**Task to carry out:** If a line in the listing carries the word "Main", return a copy of that line.

+-------+

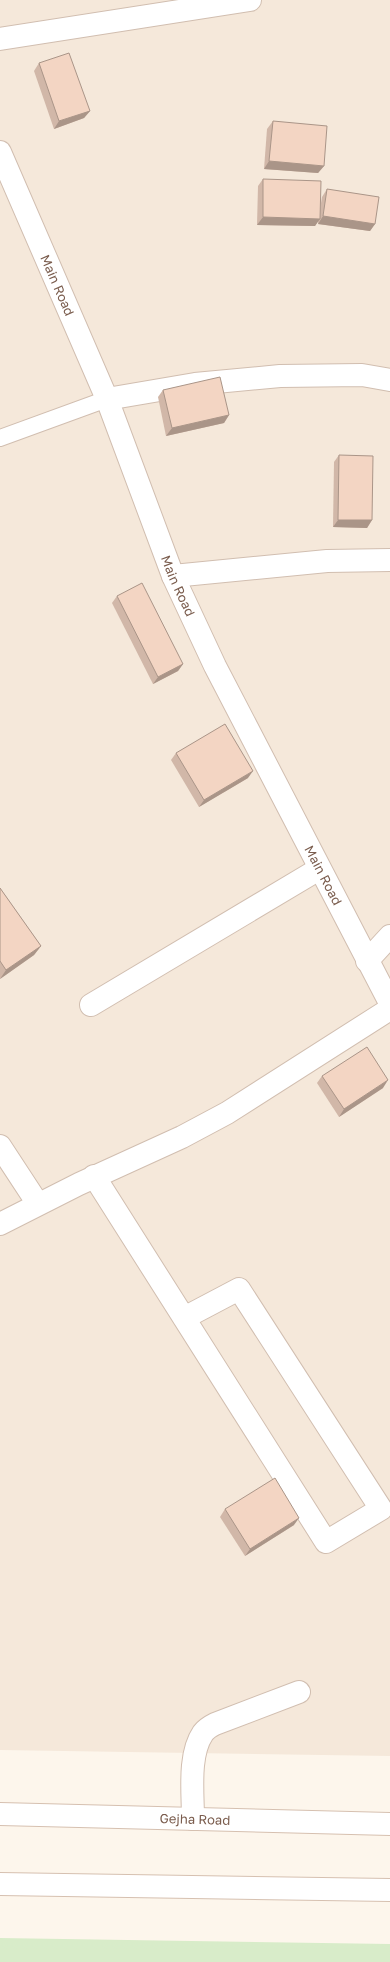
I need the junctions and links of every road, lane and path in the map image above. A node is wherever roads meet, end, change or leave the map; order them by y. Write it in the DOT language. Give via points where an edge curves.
graph roads {
  1 [pos="250,0"];
  2 [pos="0,39"];
  3 [pos="0,152"];
  4 [pos="390,380"];
  5 [pos="107,399"];
  6 [pos="0,438"];
  7 [pos="390,560"];
  8 [pos="173,576"];
  9 [pos="319,869"];
  10 [pos="390,936"];
  11 [pos="366,961"];
  12 [pos="390,1003"];
  13 [pos="91,1006"];
  14 [pos="390,1009"];
  15 [pos="0,1146"];
  16 [pos="94,1176"];
  17 [pos="38,1204"];
  18 [pos="0,1206"];
  19 [pos="0,1224"];
  20 [pos="184,1318"];
  21 [pos="299,1692"];
  22 [pos="0,1814"];
  23 [pos="193,1819"];
  24 [pos="390,1824"];
  25 [pos="0,1884"];
  26 [pos="390,1890"];
  1 -- 2 [label="street"];
  3 -- 5 [label="street, Main Road"];
  4 -- 5 [label="street" via="362,375 280,376 195,384"];
  5 -- 6 [label="lane"];
  5 -- 8 [label="street, Main Road"];
  7 -- 8 [label="street" via="327,561"];
  8 -- 9 [label="street, Main Road" via="215,666"];
  9 -- 11 [label="street, Main Road"];
  9 -- 13 [label="street"];
  10 -- 11 [label="street"];
  11 -- 12 [label="street, Main Road"];
  14 -- 16 [label="street" via="227,1113 182,1137"];
  15 -- 17 [label="street"];
  16 -- 17 [label="street"];
  16 -- 20 [label="street"];
  17 -- 18 [label="street"];
  17 -- 19 [label="street"];
  20 -- 20 [label="street" via="326,1542 381,1509 239,1289"];
  21 -- 23 [label="street" via="215,1724 204,1732 196,1745 194,1759"];
  22 -- 23 [label="street, Gejha Road"];
  23 -- 24 [label="street, Gejha Road"];
  25 -- 26 [label="street"];
}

+-------+

**Answer space:**
  3 -- 5 [label="street, Main Road"];
  5 -- 8 [label="street, Main Road"];
  8 -- 9 [label="street, Main Road" via="215,666"];
  9 -- 11 [label="street, Main Road"];
  11 -- 12 [label="street, Main Road"];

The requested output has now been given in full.